Through interactive modeling, simulation and analysis Sea Trial in a computer community managers are enhancing the capabilities and minimizing the painful lessons for tomorrow’s Sea Warriors. In the near term, well before their entry into service, these programs are contributing to Sea Trial. For example, the modeling efforts of Nimitz weapons handling and flight deck management of aircraft, undertaken to provide understanding for designing CVN-21, have enabled better representation of carrier operations in exercises and war games in recent years.
Sea Enterprise represents the Navy’s efforts to seek different ways of doing business, in part to develop paths toward greater efficiency to find funds for investing in systems for tomorrow’s Navy. In all of these programs, total ownership costs (TOC) are integral to the entire development process. By investing today in concepts of TOC, the Navy has determined that it makes sense to buy high quality today to minimize future maintenance costs. As well, the designs are incorporating this concept. The reality is that tomorrow will offer new technological opportunities we can’t conceive of today. Across the board, the focus remains on total ownership cost. Thus every requirement, each technology, every step in a program are examined in terms of not just what it will cost to acquire, but what it might cost the nation through the system’s full service life.
A key enabling pillar for Sea Power 21 is FORCEnet, the ability to work together using information technology advances that enable the Navy, other services, national and even Coalition assets to provide the decision maker greater situational awareness. Naval Aviation is far from the days when we focused on an individual aircraft’s design in isolation. From the get-go, our new platforms are being conceived not in a platform-centric mentality but with a systems-of-systems mind-set. We are seeking to exploit the information revolution, and every Naval Aviation platform will have connectivity to enable exploitation of and engagement in FORCEnet.
CVN-21 might just be the most critical FORCEnet node the Navy will deploy in the decades to come. It will be a centerpiece in a persistent strike system operating from sovereign U.S. territory at a time when it might be difficult to get local access for supporting U.S. military operations.
Sea Power 21 is about figuring out the best ways for the Navy to support national security requirements. Sea Power 21 is not platform- or program-specific. On the other hand, all Navy programs should be tested against the concepts, pillars and vision outlined by the Chief of Naval Operations.
When it comes to the Sea Power 21 test, Naval Aviation programs meet the highest marks. It is key to the vision!

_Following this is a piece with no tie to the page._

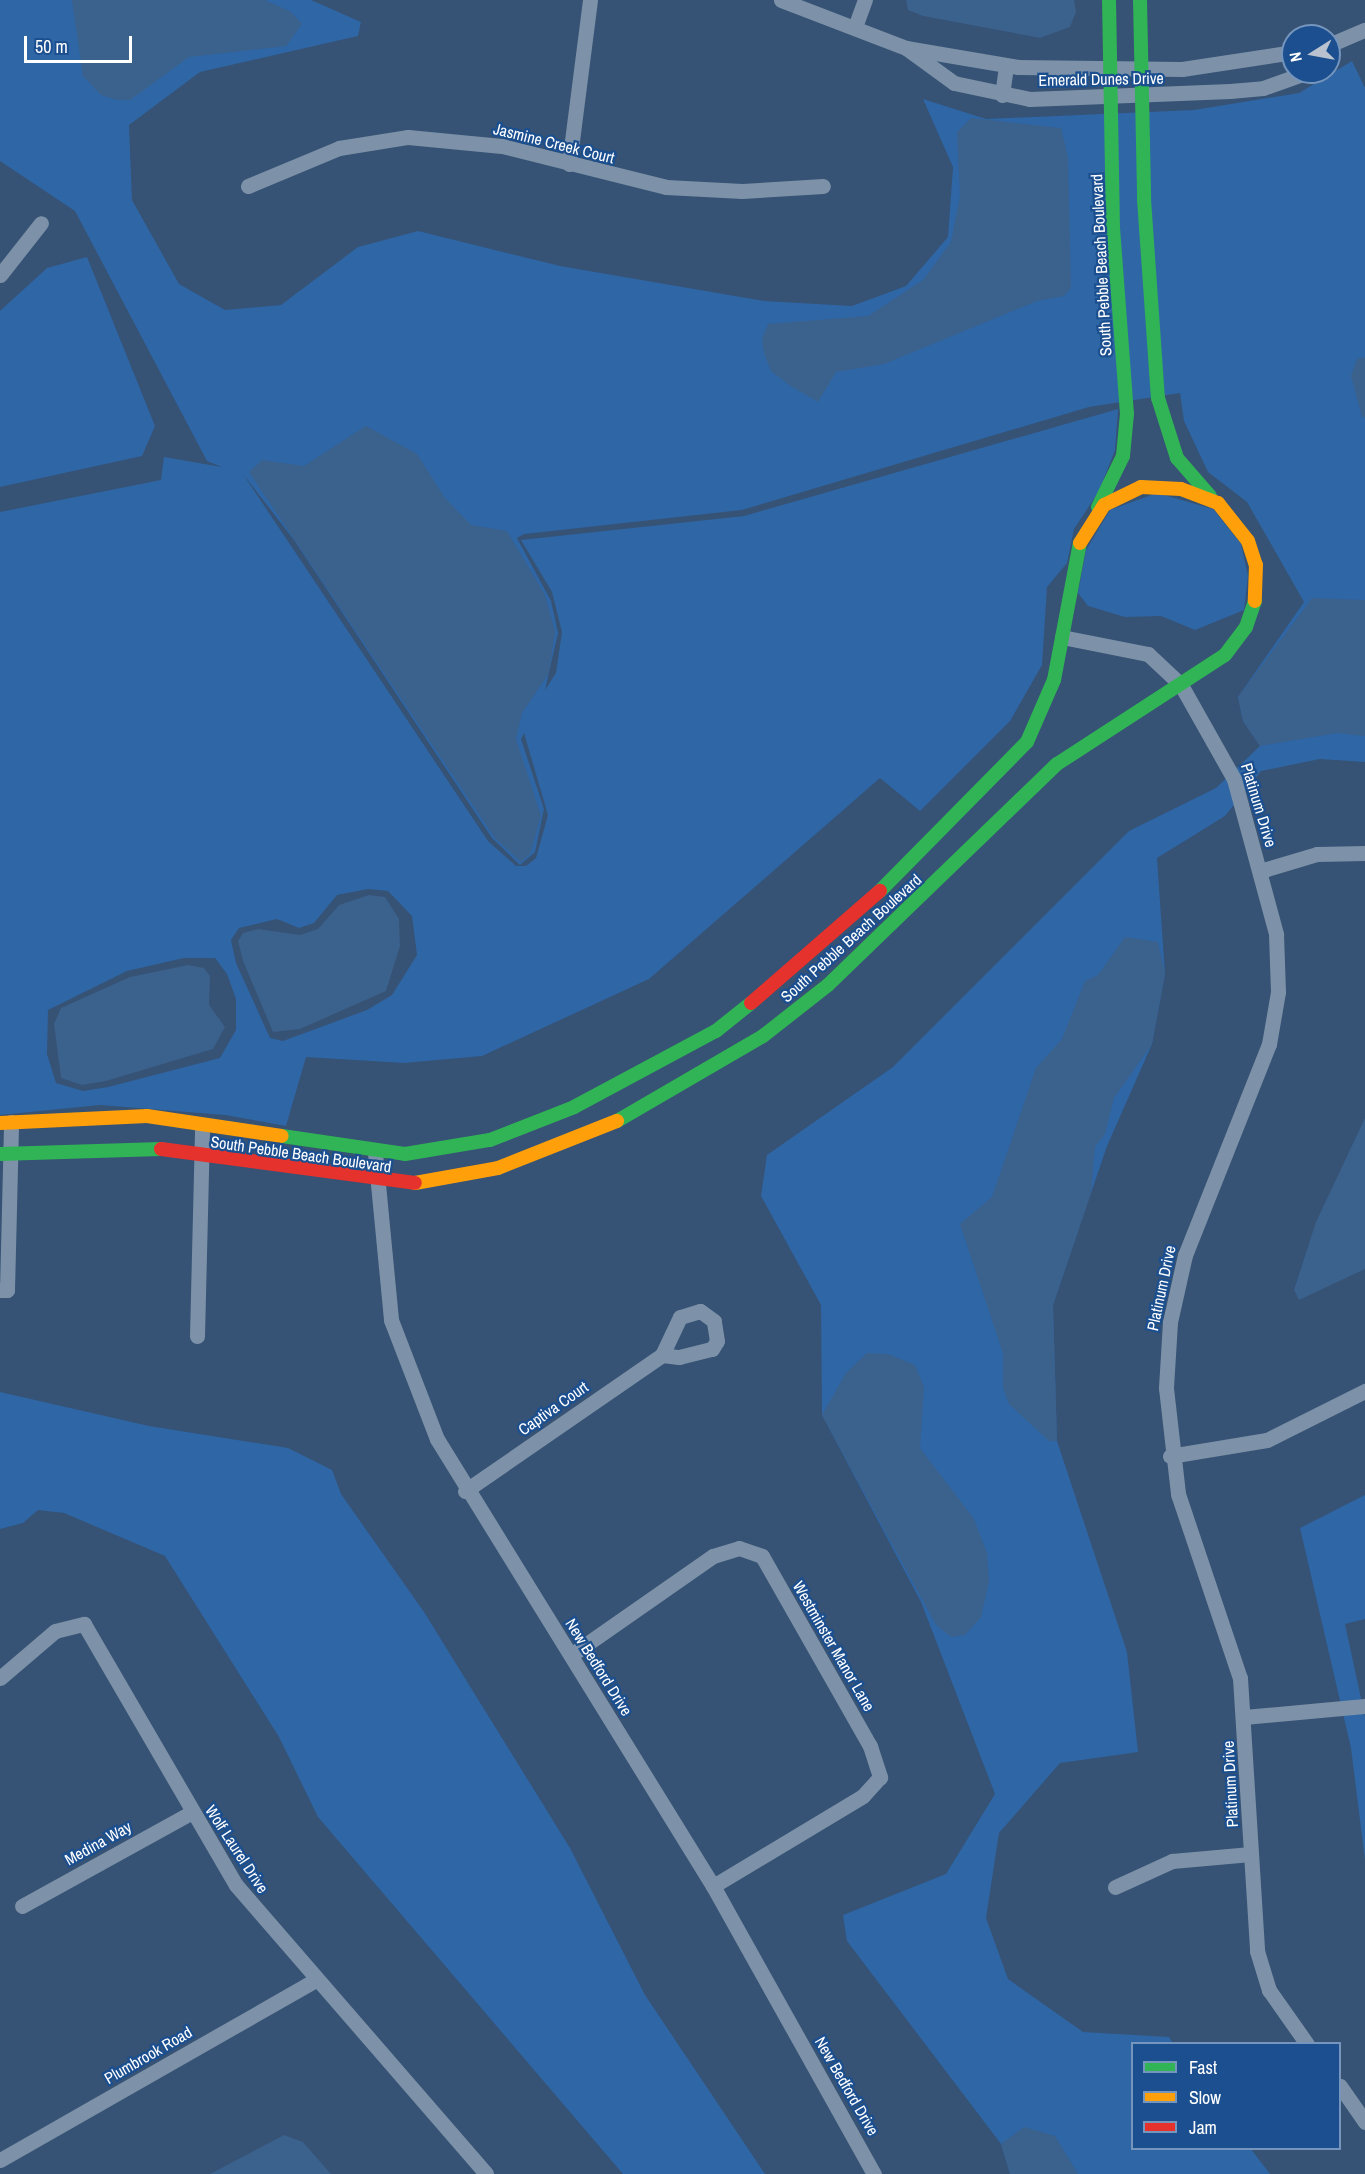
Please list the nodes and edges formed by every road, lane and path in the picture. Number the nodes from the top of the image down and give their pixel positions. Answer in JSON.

As your director of Air Warfare, I invite your attention to more information that is now available in the new 2005 Naval Aviation Vision, just recently published in hardcover and on the Web at:
http://www.nae.cnaf.navy.mil
Ed Note: RADM Tom Kilcline, a 1973 graduate of the Naval Academy, was designated a Naval Aviator in 1975 and received orders as a pilot to the fighter community where he flew operationally with VF-51, VF-126 and VF-213. Kilcline has commanded VF-154, Carrier Air Wing 14 and Carrier Group Two.
Shore assignments include the staff of 2nd Fleet, CNO Chair to the National War College, Executive Assistant to Deputy, European Command, Chief of Staff for Commander Naval Air Forces, and most recently, Director, Naval Aviation Plans and Requirements (N780). He was named Director, Air Warfare Division in August 2004.
RADM Kilcline in 32 years has amassed more than 5,300 flight hours in the F-4, F-14, F/A-18, A-4 and F-5 aircraft, and has logged 1,150 carrier arrested landings.